Input for this task:

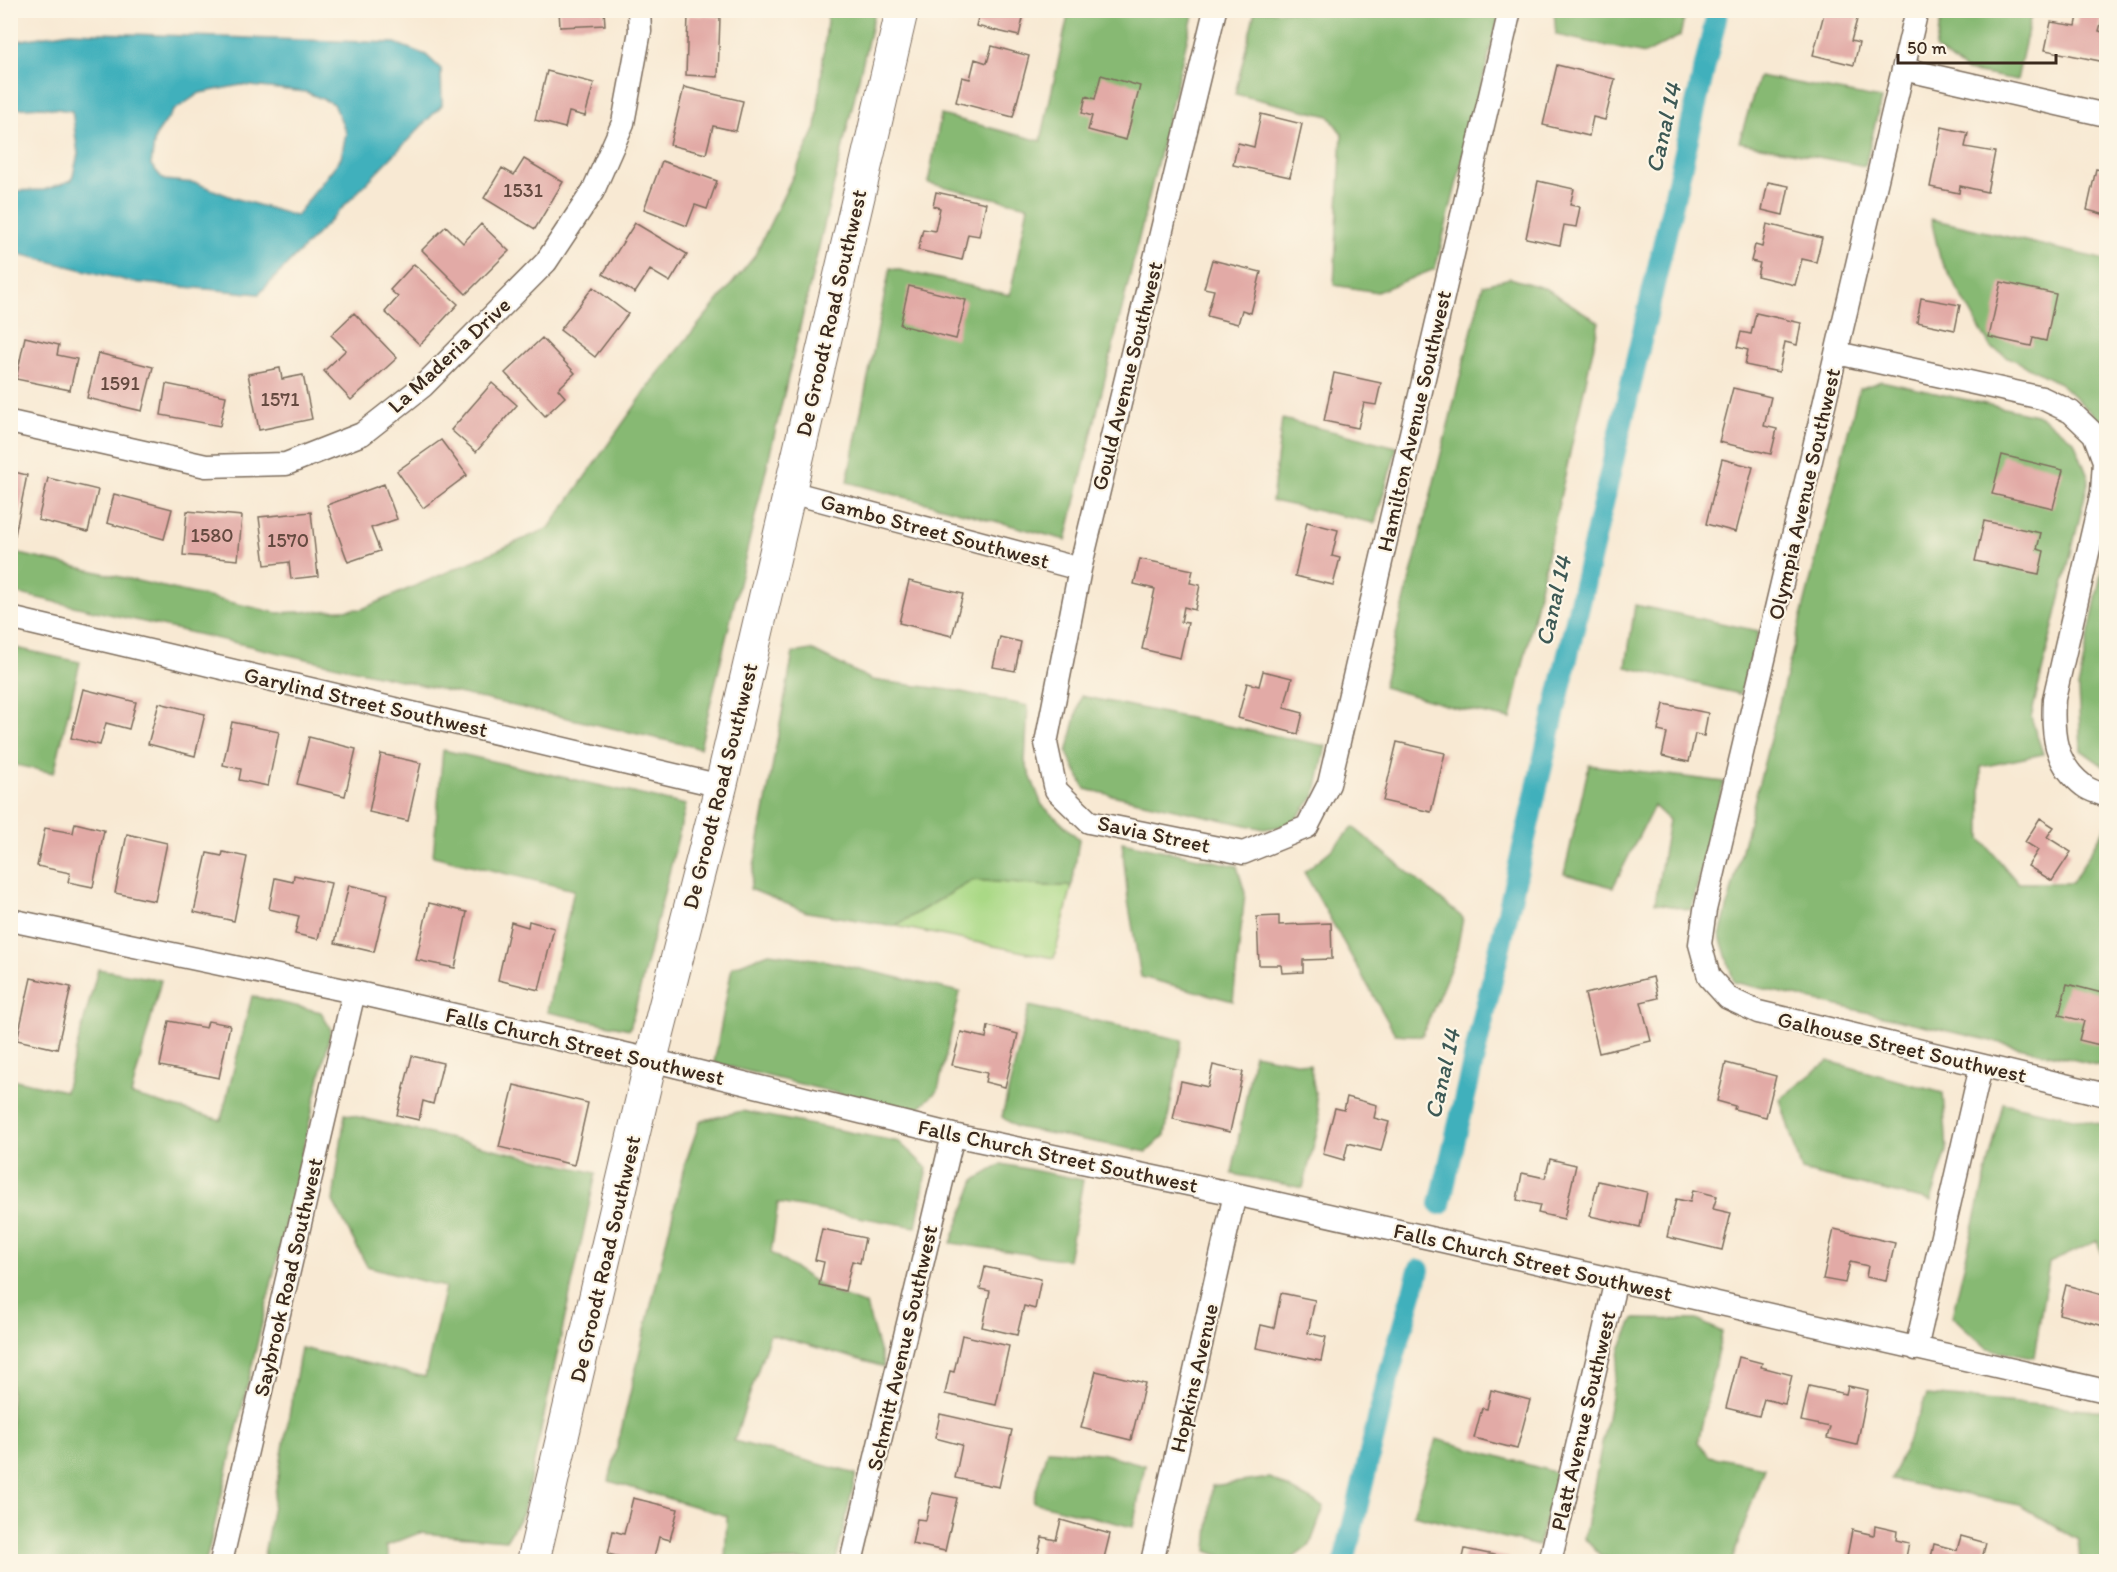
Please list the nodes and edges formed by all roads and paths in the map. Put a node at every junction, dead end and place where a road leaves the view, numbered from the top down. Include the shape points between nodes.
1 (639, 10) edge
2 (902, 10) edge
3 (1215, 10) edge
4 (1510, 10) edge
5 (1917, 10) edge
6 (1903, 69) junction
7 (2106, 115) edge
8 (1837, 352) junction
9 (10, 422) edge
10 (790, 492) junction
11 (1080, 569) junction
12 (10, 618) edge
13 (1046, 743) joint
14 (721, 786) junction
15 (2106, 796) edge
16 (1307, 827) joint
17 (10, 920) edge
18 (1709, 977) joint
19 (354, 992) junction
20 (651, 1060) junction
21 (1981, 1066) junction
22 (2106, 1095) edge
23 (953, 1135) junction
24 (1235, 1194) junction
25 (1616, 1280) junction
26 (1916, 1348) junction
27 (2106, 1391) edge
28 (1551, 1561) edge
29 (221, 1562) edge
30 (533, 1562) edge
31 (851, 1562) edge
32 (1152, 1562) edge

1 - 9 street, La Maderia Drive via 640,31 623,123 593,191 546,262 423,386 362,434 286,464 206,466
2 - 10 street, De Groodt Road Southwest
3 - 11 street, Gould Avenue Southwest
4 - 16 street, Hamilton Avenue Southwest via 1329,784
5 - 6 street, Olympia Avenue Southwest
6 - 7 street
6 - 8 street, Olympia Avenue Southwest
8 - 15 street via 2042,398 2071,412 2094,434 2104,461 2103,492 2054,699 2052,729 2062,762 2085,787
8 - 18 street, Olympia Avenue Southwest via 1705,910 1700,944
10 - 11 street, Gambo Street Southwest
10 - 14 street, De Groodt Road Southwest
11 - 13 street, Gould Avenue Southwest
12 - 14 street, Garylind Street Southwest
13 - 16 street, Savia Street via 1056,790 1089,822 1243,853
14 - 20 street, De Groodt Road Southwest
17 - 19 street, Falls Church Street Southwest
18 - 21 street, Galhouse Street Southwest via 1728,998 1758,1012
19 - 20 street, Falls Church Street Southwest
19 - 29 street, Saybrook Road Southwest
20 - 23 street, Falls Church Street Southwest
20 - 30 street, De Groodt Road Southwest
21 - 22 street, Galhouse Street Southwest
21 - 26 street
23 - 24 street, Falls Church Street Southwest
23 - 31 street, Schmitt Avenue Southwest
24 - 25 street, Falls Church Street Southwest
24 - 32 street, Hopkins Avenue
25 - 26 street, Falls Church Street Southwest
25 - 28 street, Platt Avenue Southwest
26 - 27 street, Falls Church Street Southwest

Exercise prompt: When you output the entries, keep each line exactly as it is and leave out any pictures.

Your solution:
Please list the nodes and edges formed by all roads and paths in the map. Put a node at every junction, dead end and place where a road leaves the view, numbered from the top down. Include the shape points between nodes.
1 (639, 10) edge
2 (902, 10) edge
3 (1215, 10) edge
4 (1510, 10) edge
5 (1917, 10) edge
6 (1903, 69) junction
7 (2106, 115) edge
8 (1837, 352) junction
9 (10, 422) edge
10 (790, 492) junction
11 (1080, 569) junction
12 (10, 618) edge
13 (1046, 743) joint
14 (721, 786) junction
15 (2106, 796) edge
16 (1307, 827) joint
17 (10, 920) edge
18 (1709, 977) joint
19 (354, 992) junction
20 (651, 1060) junction
21 (1981, 1066) junction
22 (2106, 1095) edge
23 (953, 1135) junction
24 (1235, 1194) junction
25 (1616, 1280) junction
26 (1916, 1348) junction
27 (2106, 1391) edge
28 (1551, 1561) edge
29 (221, 1562) edge
30 (533, 1562) edge
31 (851, 1562) edge
32 (1152, 1562) edge

1 - 9 street, La Maderia Drive via 640,31 623,123 593,191 546,262 423,386 362,434 286,464 206,466
2 - 10 street, De Groodt Road Southwest
3 - 11 street, Gould Avenue Southwest
4 - 16 street, Hamilton Avenue Southwest via 1329,784
5 - 6 street, Olympia Avenue Southwest
6 - 7 street
6 - 8 street, Olympia Avenue Southwest
8 - 15 street via 2042,398 2071,412 2094,434 2104,461 2103,492 2054,699 2052,729 2062,762 2085,787
8 - 18 street, Olympia Avenue Southwest via 1705,910 1700,944
10 - 11 street, Gambo Street Southwest
10 - 14 street, De Groodt Road Southwest
11 - 13 street, Gould Avenue Southwest
12 - 14 street, Garylind Street Southwest
13 - 16 street, Savia Street via 1056,790 1089,822 1243,853
14 - 20 street, De Groodt Road Southwest
17 - 19 street, Falls Church Street Southwest
18 - 21 street, Galhouse Street Southwest via 1728,998 1758,1012
19 - 20 street, Falls Church Street Southwest
19 - 29 street, Saybrook Road Southwest
20 - 23 street, Falls Church Street Southwest
20 - 30 street, De Groodt Road Southwest
21 - 22 street, Galhouse Street Southwest
21 - 26 street
23 - 24 street, Falls Church Street Southwest
23 - 31 street, Schmitt Avenue Southwest
24 - 25 street, Falls Church Street Southwest
24 - 32 street, Hopkins Avenue
25 - 26 street, Falls Church Street Southwest
25 - 28 street, Platt Avenue Southwest
26 - 27 street, Falls Church Street Southwest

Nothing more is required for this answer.